Connie was speechless for a moment with pleasure and amazement. ‘You kept it all this time?’
‘I didn’t,’ Angela admitted. ‘I should have done, but it was your granny who kept it safe. I was so upset, I said to her, I didn’t want a letter or a medal – I wanted a live husband. And Granny put it away in case you wanted it. I knew she’d done it – she told me and asked me to give it to you on your sixteenth birthday. But she never told me where she’d put it. I was going through her personal effects a few days ago, and there it was amongst them.’
Connie read the letter for the first time.

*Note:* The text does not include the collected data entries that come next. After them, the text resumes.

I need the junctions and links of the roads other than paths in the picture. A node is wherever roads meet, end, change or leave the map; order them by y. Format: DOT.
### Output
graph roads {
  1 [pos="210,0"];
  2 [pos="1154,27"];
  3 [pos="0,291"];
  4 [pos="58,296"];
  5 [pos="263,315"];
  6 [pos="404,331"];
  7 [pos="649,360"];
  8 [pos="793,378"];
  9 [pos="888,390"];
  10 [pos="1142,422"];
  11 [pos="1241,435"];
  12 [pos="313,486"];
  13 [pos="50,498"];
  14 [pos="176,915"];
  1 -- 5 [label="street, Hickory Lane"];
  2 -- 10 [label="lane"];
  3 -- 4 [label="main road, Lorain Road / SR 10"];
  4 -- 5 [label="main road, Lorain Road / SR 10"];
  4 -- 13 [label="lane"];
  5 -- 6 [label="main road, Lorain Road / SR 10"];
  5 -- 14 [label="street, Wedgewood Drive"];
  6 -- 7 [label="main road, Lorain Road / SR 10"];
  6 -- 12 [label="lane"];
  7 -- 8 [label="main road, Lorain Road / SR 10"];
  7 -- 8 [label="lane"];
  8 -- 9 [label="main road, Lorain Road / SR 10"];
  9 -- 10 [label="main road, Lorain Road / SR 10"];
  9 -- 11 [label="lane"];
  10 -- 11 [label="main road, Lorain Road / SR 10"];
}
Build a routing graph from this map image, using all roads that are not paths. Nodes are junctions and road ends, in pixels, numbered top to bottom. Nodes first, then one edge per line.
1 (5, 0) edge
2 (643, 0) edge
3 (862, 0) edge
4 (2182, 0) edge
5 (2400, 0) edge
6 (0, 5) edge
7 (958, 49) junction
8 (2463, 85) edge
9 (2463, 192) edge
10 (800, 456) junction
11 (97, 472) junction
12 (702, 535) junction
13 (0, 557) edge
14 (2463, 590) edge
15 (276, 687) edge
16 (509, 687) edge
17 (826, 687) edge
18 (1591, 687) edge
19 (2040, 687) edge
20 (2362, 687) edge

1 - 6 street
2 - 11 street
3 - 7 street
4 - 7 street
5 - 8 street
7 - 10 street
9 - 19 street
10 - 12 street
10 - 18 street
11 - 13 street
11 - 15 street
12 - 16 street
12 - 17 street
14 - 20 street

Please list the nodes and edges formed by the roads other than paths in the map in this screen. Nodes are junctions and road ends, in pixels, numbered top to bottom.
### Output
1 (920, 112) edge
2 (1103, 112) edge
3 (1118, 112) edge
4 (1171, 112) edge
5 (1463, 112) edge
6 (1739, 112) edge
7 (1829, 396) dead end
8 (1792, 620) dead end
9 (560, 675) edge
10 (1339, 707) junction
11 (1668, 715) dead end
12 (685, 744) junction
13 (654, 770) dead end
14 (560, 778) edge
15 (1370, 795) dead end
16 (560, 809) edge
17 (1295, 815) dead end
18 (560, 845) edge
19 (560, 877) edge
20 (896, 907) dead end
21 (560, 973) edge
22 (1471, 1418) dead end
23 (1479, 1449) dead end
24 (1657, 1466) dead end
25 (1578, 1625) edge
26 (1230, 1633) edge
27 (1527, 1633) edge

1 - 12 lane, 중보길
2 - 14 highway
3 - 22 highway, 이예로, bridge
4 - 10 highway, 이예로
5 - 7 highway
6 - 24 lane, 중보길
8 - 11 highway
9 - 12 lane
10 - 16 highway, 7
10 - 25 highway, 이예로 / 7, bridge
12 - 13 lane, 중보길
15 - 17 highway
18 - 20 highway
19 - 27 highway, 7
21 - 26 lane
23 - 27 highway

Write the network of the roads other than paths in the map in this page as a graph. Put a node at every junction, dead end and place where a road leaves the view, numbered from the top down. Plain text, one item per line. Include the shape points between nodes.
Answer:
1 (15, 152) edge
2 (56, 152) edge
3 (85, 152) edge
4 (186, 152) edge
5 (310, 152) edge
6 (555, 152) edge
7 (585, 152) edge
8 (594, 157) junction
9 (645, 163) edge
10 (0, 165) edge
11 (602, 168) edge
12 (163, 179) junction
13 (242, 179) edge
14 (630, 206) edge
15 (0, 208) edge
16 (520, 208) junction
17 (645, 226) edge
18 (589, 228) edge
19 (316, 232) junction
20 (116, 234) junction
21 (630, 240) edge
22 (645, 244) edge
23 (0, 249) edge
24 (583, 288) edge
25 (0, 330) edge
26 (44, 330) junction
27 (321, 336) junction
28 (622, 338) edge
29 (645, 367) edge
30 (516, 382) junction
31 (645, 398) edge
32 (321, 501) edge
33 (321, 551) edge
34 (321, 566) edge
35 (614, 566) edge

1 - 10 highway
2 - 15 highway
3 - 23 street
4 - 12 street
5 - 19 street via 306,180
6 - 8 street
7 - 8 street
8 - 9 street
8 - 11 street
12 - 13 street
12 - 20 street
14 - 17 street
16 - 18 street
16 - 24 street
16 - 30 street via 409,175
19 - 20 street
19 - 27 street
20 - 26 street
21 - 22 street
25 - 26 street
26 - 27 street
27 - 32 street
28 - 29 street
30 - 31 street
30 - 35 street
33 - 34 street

She read of a brave and dedicated soldier who was a credit to his unit. The officer went on to say that the loss of such a man, who was a husband and father, must have been a heavy one to endure. Tears were in Connie’s eyes as she folded the letter up and put it back in the envelope. Overcome with emotion, she put her head in her hands and, for the first time, wept for the father she had never really known.
Angela was so nervous of meeting Eddie that she told Stan she didn’t think she could face the party.
‘Not go to Connie’s party?’ Stan said incredulously. ‘Connie will be heartbroken if you don’t go. You are the most important person in her life.’
‘Eddie McIntyre will almost ce
rtainly be there,’ Angela said. ‘Muriel and Noel see no harm in him.’
‘You can’t blame them for that. So if we take it for read that he will be there, why are you so nervous?’
‘You can ask that?’
‘Yes, I can, because this time I will be by your side,’ Stan said. ‘And I will not leave you for one minute. We will both face your demons together.’
‘Do you really think that’s best?’
‘I do,’ Stan said firmly. ‘It will be good for your self-esteem. And don’t worry – though I have a great desire to send the man’s teeth down his throat, I will not lay a finger on him.’
‘Thank you, Stan.’
‘This may help you stand up to the bully,’ Stan said, producing a ring box from his pocket. Angela gasped with pleasure when she saw the sparkling ring inside. It wasn’t too ostentatious – he knew Angela well enough to know she would have hated that. But it was very beautiful, with a central diamond and five smaller diamonds clustered around it.
‘It’s lovely,’ she said. ‘Truly lovely.’
‘You’ve already agreed to be my wife,’ Stan said. ‘This is to show everyone, including this Eddie McIntyre, that we belong together, that there is no room for anyone else.’ He slipped the ring on as he spoke, and as Angela turned her hand this way and that, Stan said, ‘It looks good on your hand, and it will look even better joined by another ring the day we get married, which I hope is not too long away.’
‘Not if I can help it,’ Angela said, delighted with the ring. ‘This is the first I’ve ever had, for Barry and I never bothered with an engagement ring. It was a lot of money for us at the time, and I thought it a bit unseemly. I mean, planning a wedding was bad enough, with his two brothers only dead a few months. But there was a reason for that, but sporting a very beautiful and expensive engagement ring didn’t seem the right thing to do.’
‘Maybe it wasn’t then,’ said Stan, remembering back to those sorrow-filled days when the story broke about the big ship’s impact with an iceberg that sent it to the bed of the Atlantic Ocean, and the few passengers who had escaped a watery grave. ‘For those who drowned on the Titanic and their families, it was a tragic and very sad affair,’ Stan agreed. ‘But we cannot change history, though we can perhaps learn lessons from it. Now it is absolutely the right time to wear this ring, which I bought to show my love for you.’